- **What to produce**
Please restate word for word the lines from the top of the entries through the line that contains "Digitize the connectivity", and do not include any pictures.

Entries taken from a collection
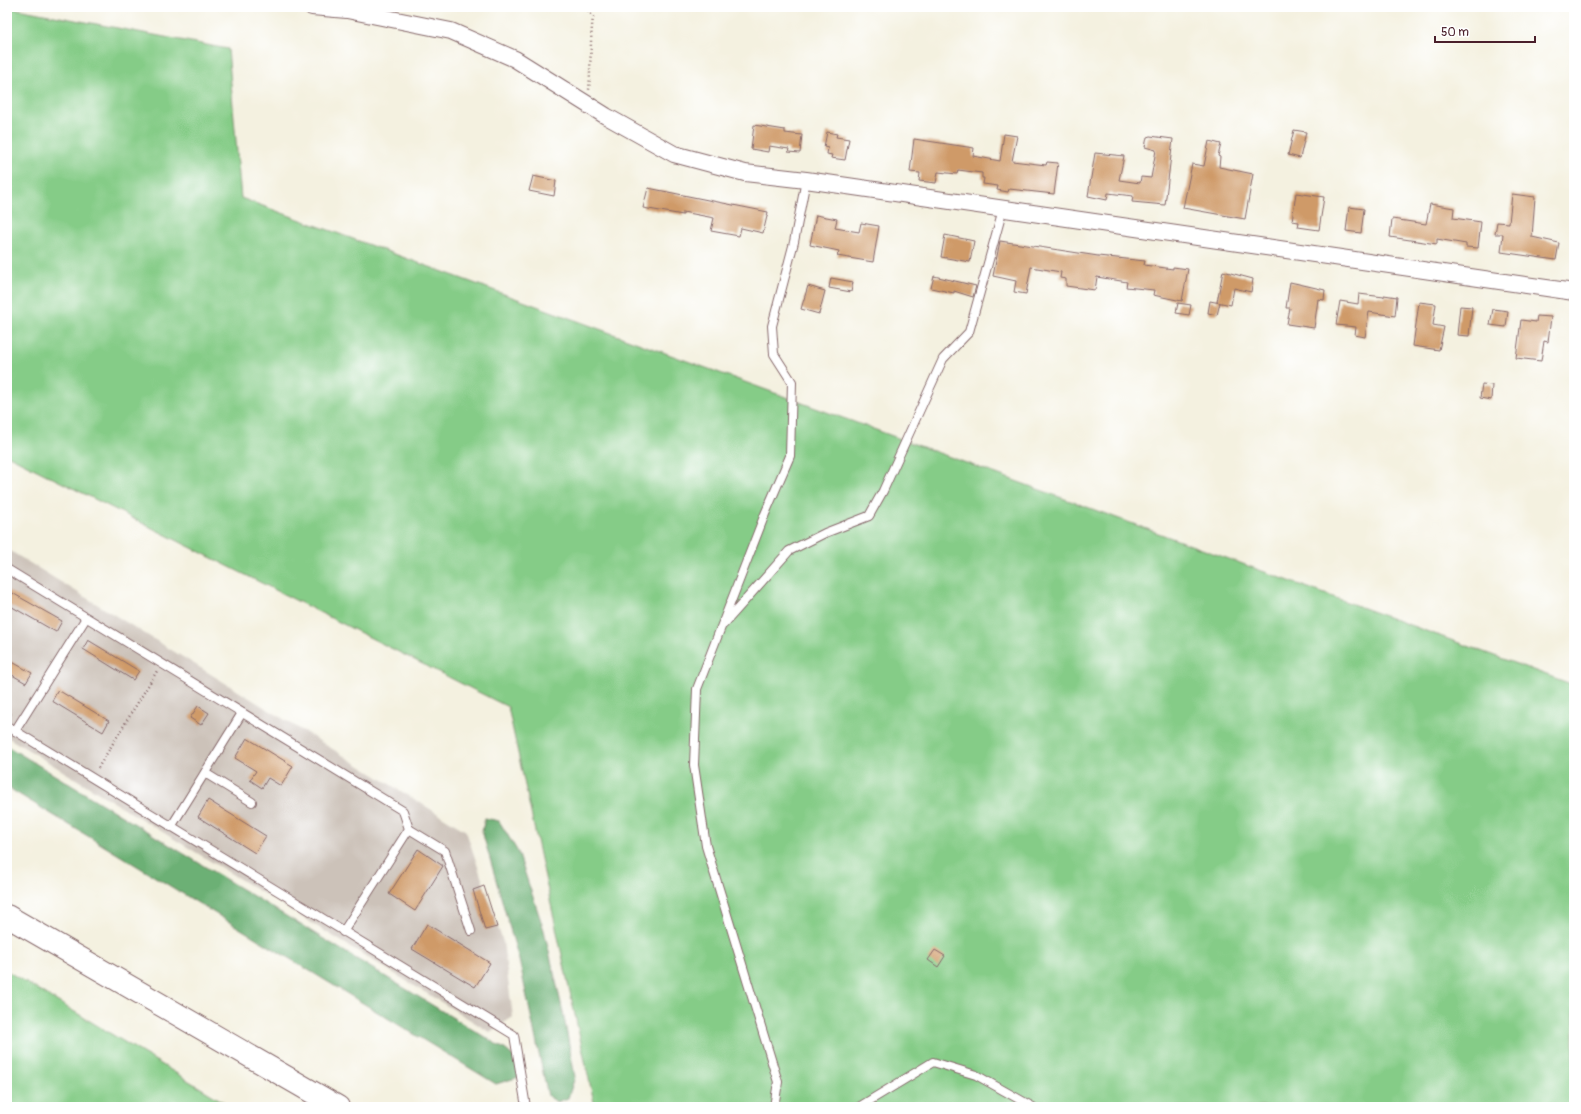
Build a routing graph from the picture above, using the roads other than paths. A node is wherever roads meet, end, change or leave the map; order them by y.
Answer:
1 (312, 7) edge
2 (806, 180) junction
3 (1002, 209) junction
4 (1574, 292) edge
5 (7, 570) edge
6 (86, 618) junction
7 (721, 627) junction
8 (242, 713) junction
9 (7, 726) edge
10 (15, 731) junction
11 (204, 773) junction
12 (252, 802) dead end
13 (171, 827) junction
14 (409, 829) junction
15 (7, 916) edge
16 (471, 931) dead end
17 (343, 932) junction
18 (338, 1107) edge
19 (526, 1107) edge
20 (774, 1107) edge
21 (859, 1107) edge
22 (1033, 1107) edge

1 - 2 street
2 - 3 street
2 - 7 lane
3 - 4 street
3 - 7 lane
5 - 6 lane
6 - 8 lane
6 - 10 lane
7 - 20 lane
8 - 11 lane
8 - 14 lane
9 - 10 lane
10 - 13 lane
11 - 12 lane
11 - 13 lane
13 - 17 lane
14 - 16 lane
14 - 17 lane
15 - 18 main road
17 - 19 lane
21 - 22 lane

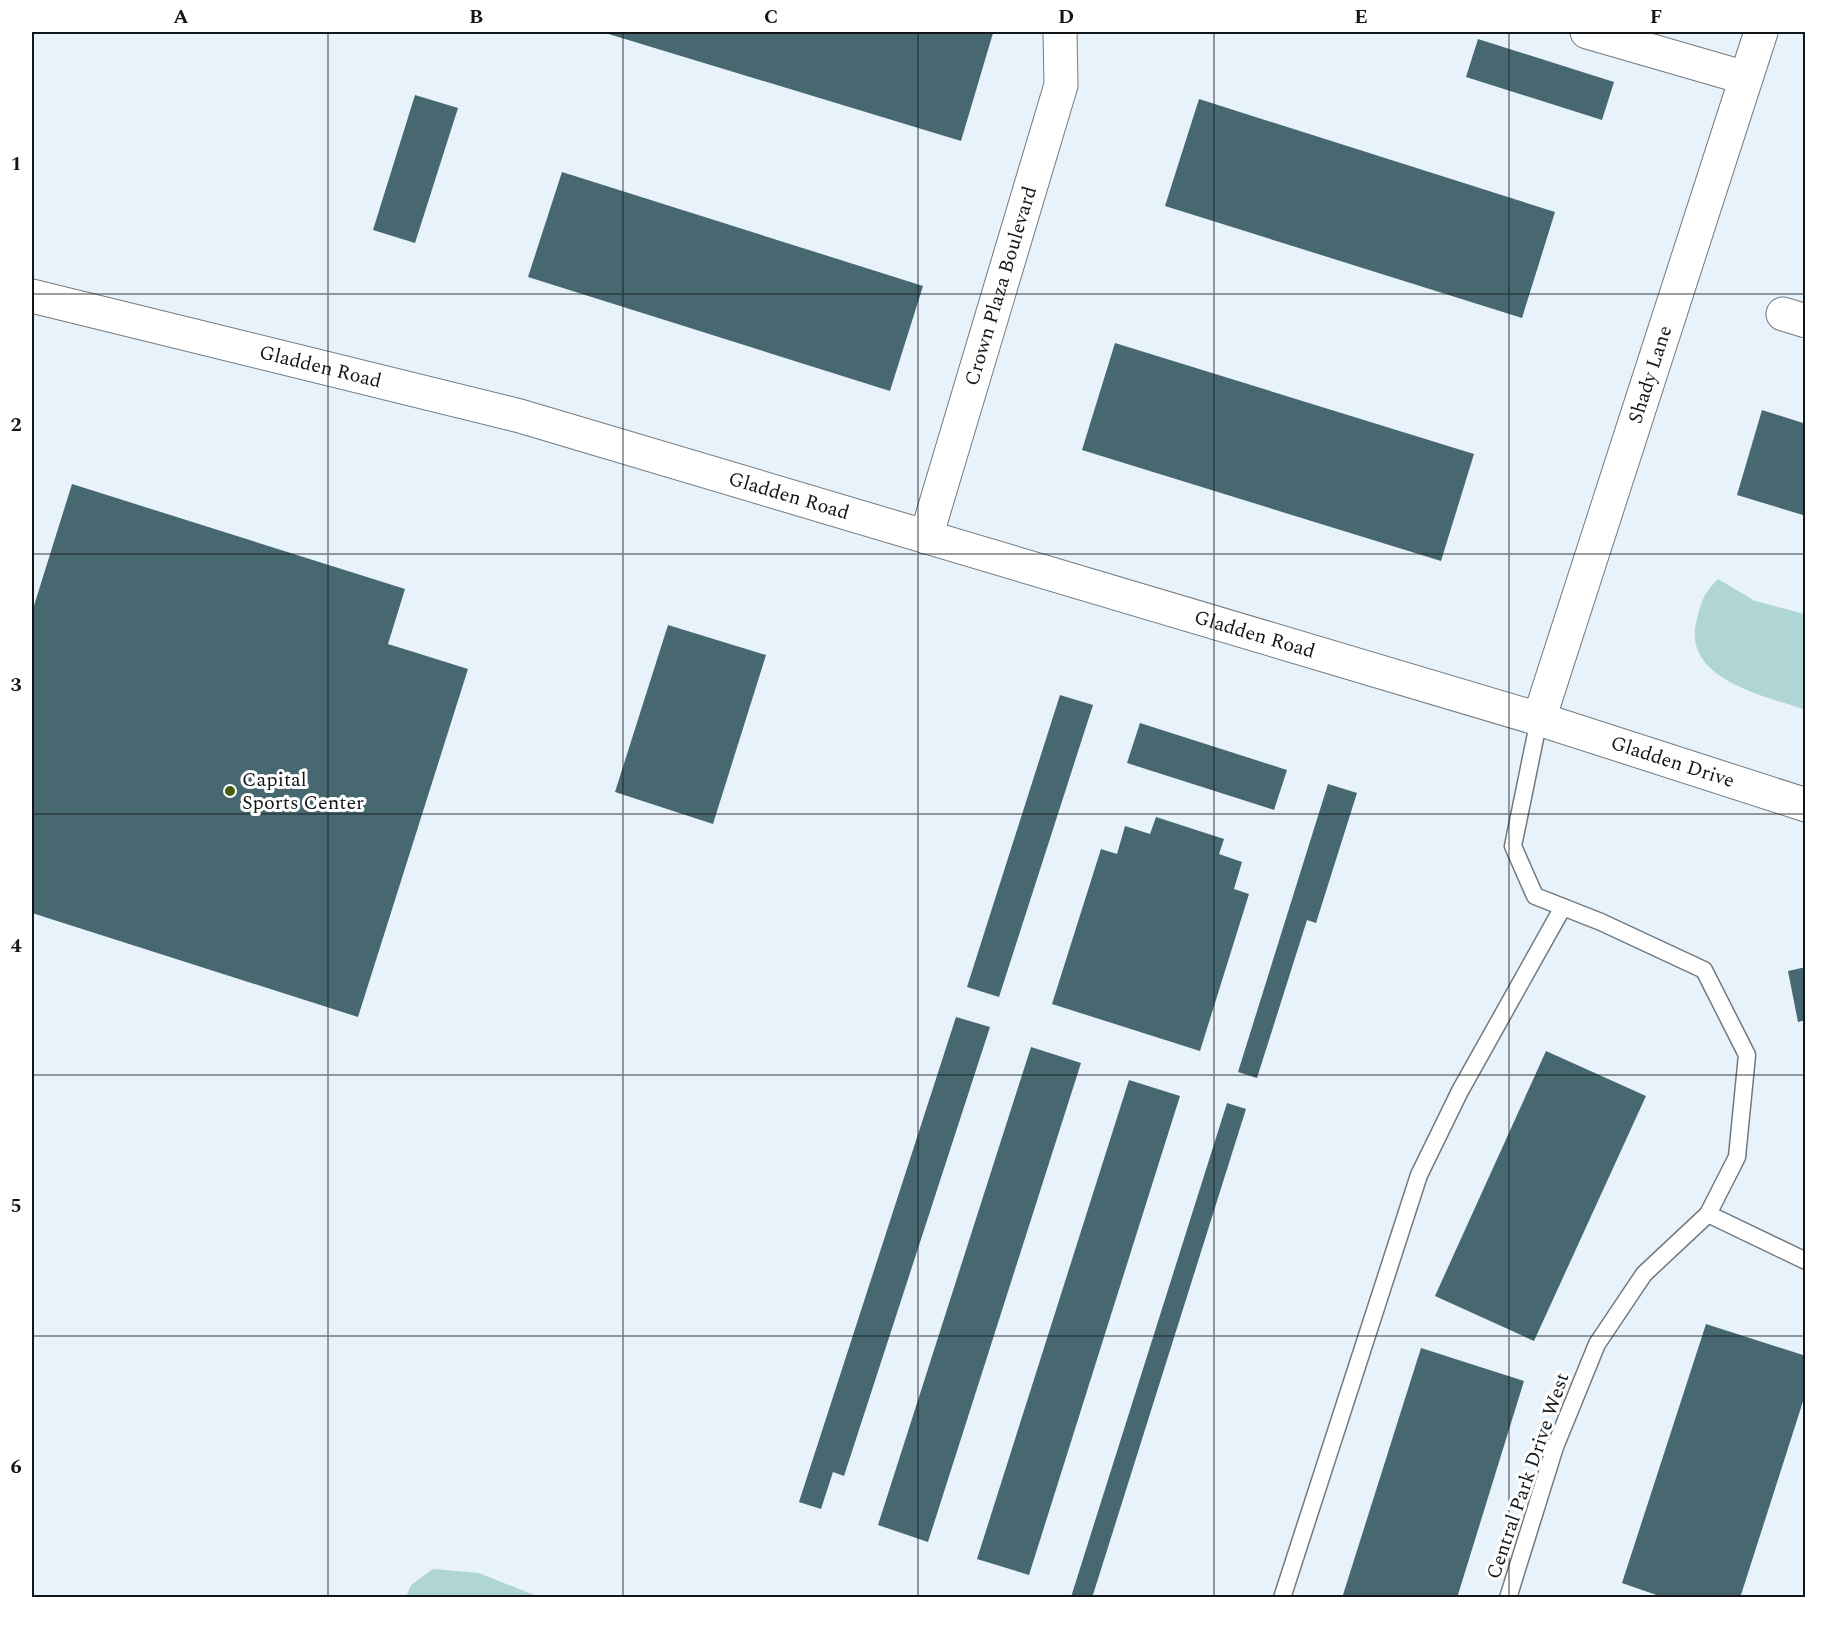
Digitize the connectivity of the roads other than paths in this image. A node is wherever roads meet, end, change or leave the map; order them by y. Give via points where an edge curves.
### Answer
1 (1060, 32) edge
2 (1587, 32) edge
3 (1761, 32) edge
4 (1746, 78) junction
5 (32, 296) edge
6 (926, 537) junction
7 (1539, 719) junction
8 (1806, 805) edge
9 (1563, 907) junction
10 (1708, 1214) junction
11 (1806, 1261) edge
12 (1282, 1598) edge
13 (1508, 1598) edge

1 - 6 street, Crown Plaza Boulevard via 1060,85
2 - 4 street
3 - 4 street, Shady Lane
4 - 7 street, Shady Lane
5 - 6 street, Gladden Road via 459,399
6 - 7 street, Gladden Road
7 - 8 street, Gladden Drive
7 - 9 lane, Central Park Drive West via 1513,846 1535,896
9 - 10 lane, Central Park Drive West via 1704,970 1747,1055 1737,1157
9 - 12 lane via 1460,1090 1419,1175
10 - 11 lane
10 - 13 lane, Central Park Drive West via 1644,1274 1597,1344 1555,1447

- **Result below**
Build a routing graph from the picture above, using the roads other than paths. A node is wherever roads meet, end, change or leave the map; order them by y.
Answer:
1 (312, 7) edge
2 (806, 180) junction
3 (1002, 209) junction
4 (1574, 292) edge
5 (7, 570) edge
6 (86, 618) junction
7 (721, 627) junction
8 (242, 713) junction
9 (7, 726) edge
10 (15, 731) junction
11 (204, 773) junction
12 (252, 802) dead end
13 (171, 827) junction
14 (409, 829) junction
15 (7, 916) edge
16 (471, 931) dead end
17 (343, 932) junction
18 (338, 1107) edge
19 (526, 1107) edge
20 (774, 1107) edge
21 (859, 1107) edge
22 (1033, 1107) edge

1 - 2 street
2 - 3 street
2 - 7 lane
3 - 4 street
3 - 7 lane
5 - 6 lane
6 - 8 lane
6 - 10 lane
7 - 20 lane
8 - 11 lane
8 - 14 lane
9 - 10 lane
10 - 13 lane
11 - 12 lane
11 - 13 lane
13 - 17 lane
14 - 16 lane
14 - 17 lane
15 - 18 main road
17 - 19 lane
21 - 22 lane

Digitize the connectivity of the roads other than paths in this image. A node is wherever roads meet, end, change or leave the map; order them by y. Give via points where an edge curves.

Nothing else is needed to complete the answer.